COLD CORNISHServes 2 To get the best flavor from the green beans in this recipe, choose ones that are fresh and young. The bean growers say that if the bean is fresh, it will snap easily when broken. If it bends instead of snapping, the bean has been around too long. Also, check the maturity of the developing seeds inside the pods. You want the seeds to be immature, and you can tell this by making sure that they don't bulge inside the pods. If the seeds are bulging, you can count on the green beans being tough and leathery. 2 fresh Cornish game hens 2 tablespoons olive oil 2 large tomatoes, coarsely chopped, or 1 can (16 ounces) whole tomatoes, chopped, drained 1 medium zucchini, sliced 1 cup fresh green beans, cut into 2-inch lengths 4 scallions, sliced 1/4 cup minced fresh basil or 1 tablespoon dried 1 teaspoon salt or to taste 1/8 teaspoon ground pepper 1 cup chicken broth 1/3 cup Feta cheese (optional) Quarter hens, remove backbones. In a large skillet, over medium-high heat, heat oil. Add hens and brown on all sides, 12 to 15 minutes. Add remaining ingredients. Cover and simmer 20 minutes or until hens are cooked through. Refrigerate. Serve cold, sprinkled with cheese.

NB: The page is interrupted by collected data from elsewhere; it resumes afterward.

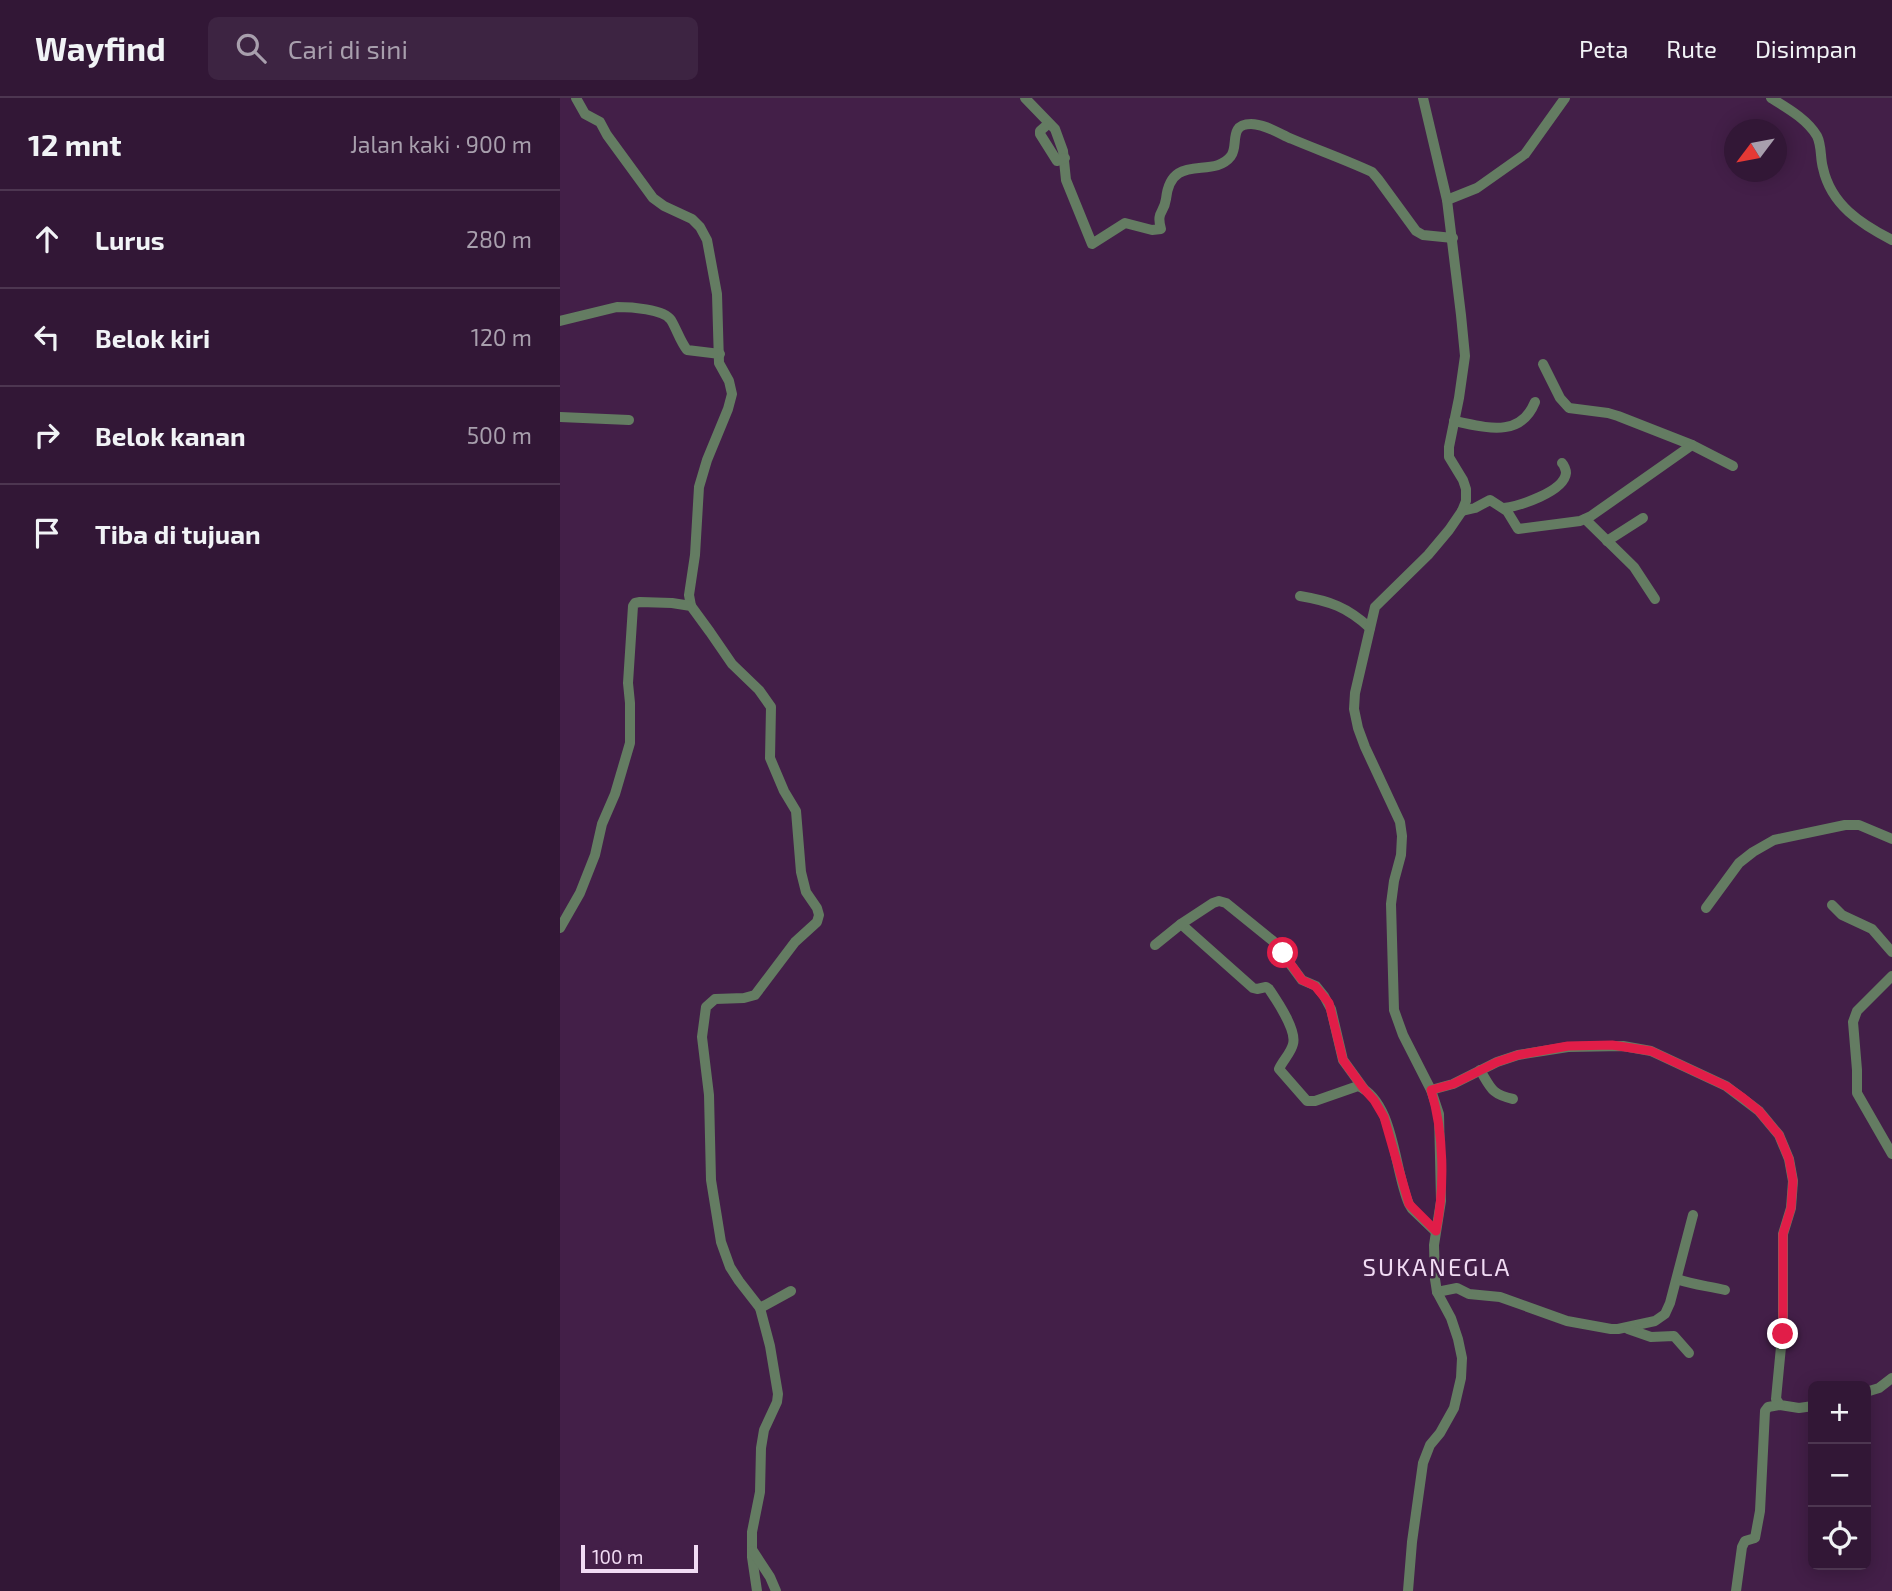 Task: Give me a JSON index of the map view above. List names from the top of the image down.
{
  "districts": ["SUKANEGLA"],
  "scale_bar": "100 m",
  "north": "bottom left",
  "page": {
    "header": "Wayfind",
    "search": "Cari di sini",
    "nav": ["Peta", "Rute", "Disimpan"],
    "heading": ["12 mnt", "Jalan kaki · 900 m"],
    "list": [
      ["Lurus", "280 m"],
      ["Belok kiri", "120 m"],
      ["Belok kanan", "500 m"],
      "Tiba di tujuan"
    ],
    "map_buttons": ["+", "−"],
    "scale": "100 m"
  }
}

KICK-OFF KABOBSServes 6 Frank is an avid sports fan, and he constantly astonishes his friends by knowing obscure facts and dates concerning the various players and games. This is a an easy dish to serve your sports fans. 6 skinless, boneless chicken breast halves 1/4 cup flour 1 teaspoon salt or to taste 1/8 teaspoon ground pepper 1 egg, slightly beaten 2 tablespoons water 1/2 cup fine dry bread crumbs 1/4 cup grated Parmesan cheese 3 tablespoons butter or margarine Preheat oven to 375oF. On a sheet of wax paper, combine flour, salt and pepper. In a shallow dish beat together egg and water. On a separate sheet of wax paper blend bread crumbs and cheese. Dip chicken into flour, then egg, then bread crumb mixture turning to coat well on both sides. Arrange chicken in a buttered baking dish. Dot with remaining butter. Bake for 15 minutes. Turn and bake 15 to 20 minutes longer or until cooked through. Cut each breast half into four pieces and thread onto wooden skewers. Wrap in foil or place in plastic container and refrigerate until needed. Serve with assorted dips. Herbed Sour Cream Dip - In a small bowl combine 1 cup sour cream, 3 tablespoons minced fresh parsley, 1 teaspoon dried tarragon, 2 tablespoons minced scallions, 2 tablespoons snipped fresh or frozen chives, and 1/2 teaspoon salt or to taste. Instant Spiced Dip - In a small bowl blend together 1 cup mayonnaise, 1/4 cup bottled French dressing, 1/4 cup chili sauce, 1 teaspoon horseradish sauce, 1 teaspoon Worcestershire sauce, 1/2 teaspoon dry mustard, 2 cloves garlic, minced and salt to taste. (If you're in a hurry, substitute 1/2 teaspoon garlic salt for the fresh garlic and the salt.)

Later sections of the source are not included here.